In this sense however, towards the latter works Matisse appears to have departed further from the notion of traditional representation and iconography; later works are defined by enormous scale, and are populated most commonly by seaweed-like splodge shapes compulsively churned out. The enormous ‘The Snail’ of 1953 hints at the spiral shape with increasingly large squares spiralling out from the centre of the image. The emphasis by this point is on scale, method (‘Acanthuses’ contains more than a thousand pin holes where compositions were revised repeatedly, according to Tate conservation analysis) and more obviously than before his primal urge to surround himself with colour and shape, breaking the boundaries of his physical confinement. A rare later painting is shown amongst the ‘Zulma and Creole Dancer’ sequence made from brief sketches of a dancer performing in his studio. Against these incredibly youthful and sophisticated pieces, skilfully showing receding space and depth, is 1951’s ‘The Tree/L’Arbre’, a sorry, rather flat collection of stiff dark strokes against white. The comparison is perhaps unfair to the medium of paint, but illustrates well how his physical condition preferred the cut out method.

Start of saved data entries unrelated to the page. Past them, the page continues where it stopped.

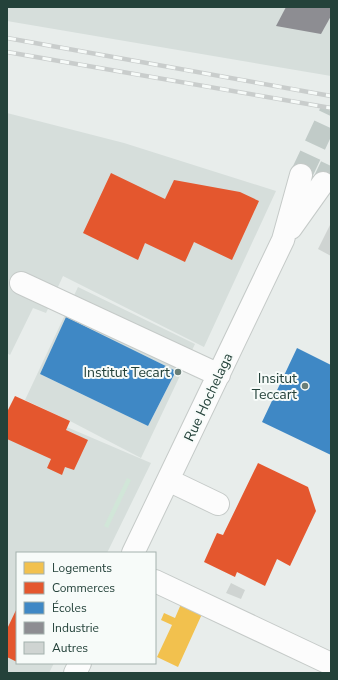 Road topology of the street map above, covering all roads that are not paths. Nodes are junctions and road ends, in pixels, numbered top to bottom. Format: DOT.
graph roads {
  1 [pos="301,175"];
  2 [pos="323,183"];
  3 [pos="283,240"];
  4 [pos="22,283"];
  5 [pos="219,375"];
  6 [pos="168,480"];
  7 [pos="218,504"];
  8 [pos="133,552"];
  9 [pos="156,581"];
  10 [pos="80,664"];
  11 [pos="331,664"];
  12 [pos="75,673"];
  1 -- 3 [label="street, Rue Hochelaga"];
  2 -- 3 [label="street, Rue Hochelaga"];
  3 -- 5 [label="street, Rue Hochelaga"];
  4 -- 5 [label="street"];
  5 -- 6 [label="street, Rue Hochelaga"];
  6 -- 7 [label="street"];
  6 -- 8 [label="street, Rue Hochelaga"];
  9 -- 11 [label="street"];
  10 -- 12 [label="street"];
} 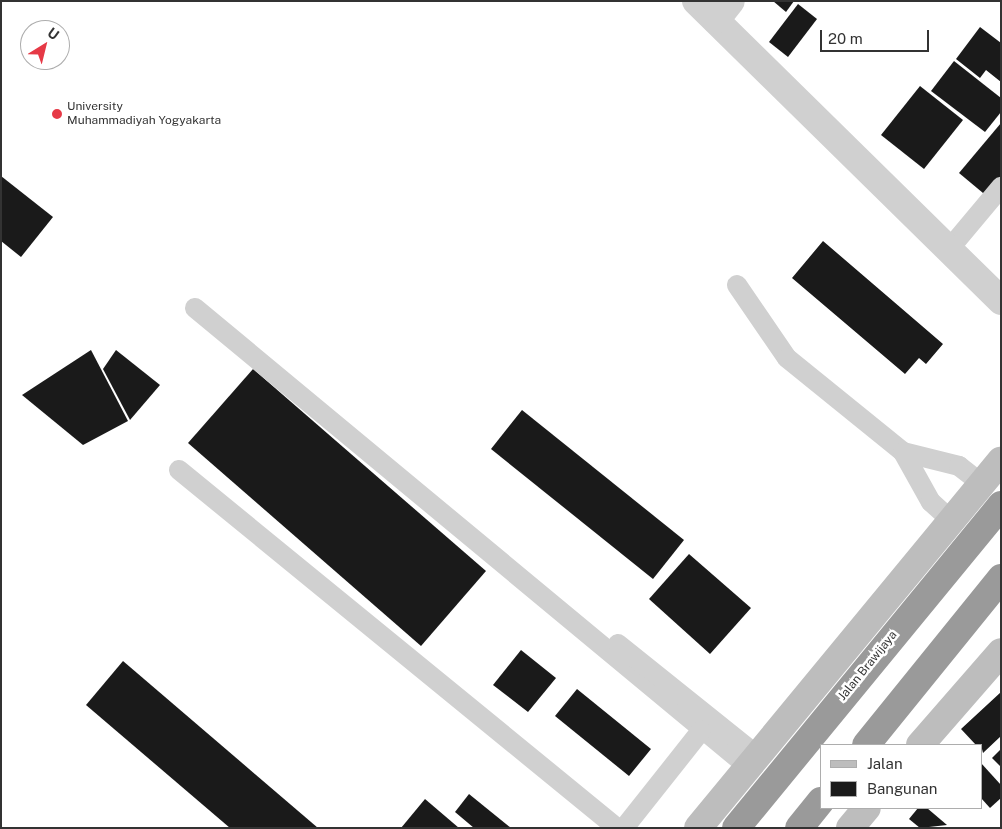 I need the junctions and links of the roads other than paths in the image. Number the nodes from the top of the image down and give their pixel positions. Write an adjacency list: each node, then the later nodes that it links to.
1 (696, 1): 2 (street)
2 (724, 11): 4 (street)
3 (1001, 187): 4 (lane)
4 (950, 248): 6 (street)
5 (737, 285): 8 (lane)
6 (1001, 301)
7 (195, 308): 17 (lane)
8 (903, 452): 11 (lane); 13 (lane)
9 (1001, 461): 11 (street)
10 (179, 470): 23 (lane)
11 (982, 484): 13 (street)
12 (1001, 505): 26 (highway, Jalan Brawijaya)
13 (952, 520): 20 (street)
14 (1000, 579): 18 (highway)
15 (618, 644): 20 (lane)
16 (1001, 652): 19 (street)
17 (701, 731): 20 (lane); 24 (lane)
18 (867, 744)
19 (921, 744)
20 (753, 762): 25 (street)
21 (820, 802): 27 (highway)
22 (866, 809): 28 (street)
23 (617, 828)
24 (624, 828)
25 (698, 828)
26 (736, 828)
27 (799, 828)
28 (850, 828) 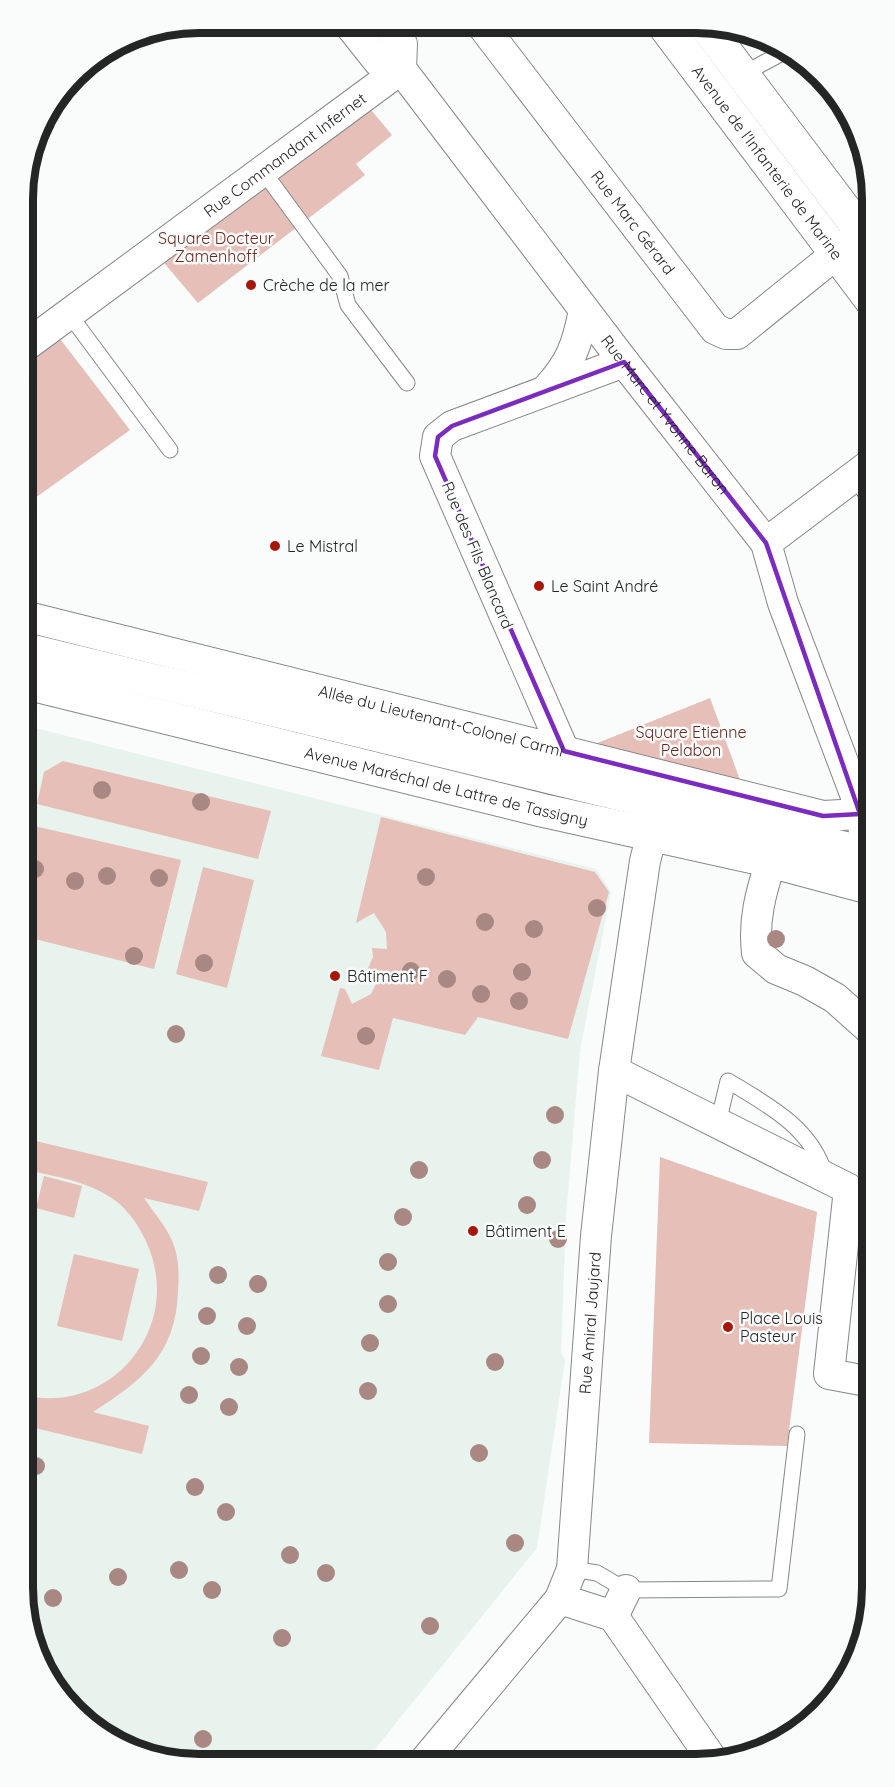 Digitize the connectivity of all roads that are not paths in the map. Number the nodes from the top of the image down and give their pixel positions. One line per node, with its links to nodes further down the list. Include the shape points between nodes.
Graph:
1 (356, 33): 7 (street, Rue Marc et Yvonne Baron, via 379,62)
2 (394, 33): 7 (street, via 402,44)
3 (488, 33): 12 (street, Rue Marc Gérard, via 715,329 737,334)
4 (669, 33): 12 (main road, Avenue de l'Infanterie de Marine)
5 (712, 34): 8 (main road, Avenue de l'Infanterie de Marine)
6 (778, 55): 8 (lane)
7 (401, 69): 9 (street, Rue Commandant Infernet); 14 (street, Rue Marc et Yvonne Baron)
8 (743, 74): 10 (main road, Avenue de l'Infanterie de Marine)
9 (263, 171): 15 (street, Rue Commandant Infernet); 18 (lane, via 340,276 348,305)
10 (862, 231)
11 (862, 242): 12 (street)
12 (837, 254): 13 (main road, Avenue de l'Infanterie de Marine)
13 (862, 288)
14 (584, 310): 17 (street, Rue Marc et Yvonne Baron); 19 (street, Rue des Fils Blancard, via 573,357)
15 (69, 314): 16 (street, Rue Commandant Infernet); 20 (lane)
16 (33, 340)
17 (624, 362): 19 (street, Rue des Fils Blancard); 22 (street, Rue Marc et Yvonne Baron)
18 (407, 383)
19 (546, 390): 26 (street, Rue des Fils Blancard, via 452,426 438,437 435,456)
20 (170, 450)
21 (862, 471): 22 (street)
22 (766, 543): 27 (street, Rue Marc et Yvonne Baron, via 783,603)
23 (33, 618): 26 (street, Allée du Lieutenant-Colonel Carmi)
24 (33, 651): 26 (main road, Avenue Maréchal de Lattre de Tassigny, via 472,756)
25 (33, 684): 30 (main road, Avenue Maréchal de Lattre de Tassigny)
26 (565, 766): 28 (street, Allée du Lieutenant-Colonel Carmi, via 823,816); 29 (main road, Avenue Maréchal de Lattre de Tassigny)
27 (862, 798)
28 (862, 800)
29 (723, 819): 30 (street); 31 (main road, Avenue Maréchal de Lattre de Tassigny)
30 (652, 834): 32 (main road, Avenue Maréchal de Lattre de Tassigny); 35 (street, Rue Amiral Jaujard)
31 (862, 852)
32 (786, 865): 33 (main road, Avenue Maréchal de Lattre de Tassigny); 34 (street, via 757,911 757,953 776,969 835,998)
33 (862, 892)
34 (862, 1023)
35 (614, 1071): 36 (street); 40 (street, Rue Amiral Jaujard, via 596,1236)
36 (717, 1123): 37 (street); 37 (lane, via 728,1081 784,1115 819,1154)
37 (826, 1178): 38 (street, via 849,1189 829,1374)
38 (862, 1380)
39 (797, 1434): 41 (lane, via 779,1589)
40 (572, 1569): 41 (lane, via 597,1573); 42 (street, Rue Amiral Jaujard)
41 (624, 1595): 42 (street); 43 (street)
42 (560, 1599): 44 (street, Rue Amiral Jaujard)
43 (709, 1753)
44 (430, 1754)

The relatively simple story of stylistic development within this method during the latter years of this extraordinarily well established artist makes for a straightforward curating exercise. It is possible to intellectualise the period in comparison to other mediums, and some will feel the need to due to the lack of chunky concepts and ideas to get one’s teeth into. Nonetheless, this and the universally appealing works make this is an extremely accessible show, and one cannot fail to enjoy the infectiously joyful colour and wilful abandon of traditional representational methods. The explosion of Matisse-themed stuff available to purchase in the gift shop is ‘themed’ such simply by making products bright and colourful, which perhaps betrays the key selling point of this show – the overriding feel-good appeal of colour – and presents the absolute opposite end of the spectrum (no pun intended) to the overly conceptual brain-teaser exhibitions ‘Ruin Lust’ and ‘Art Under Attack: British Iconoclasm’ recently mounted by its sister gallery, Tate Britain.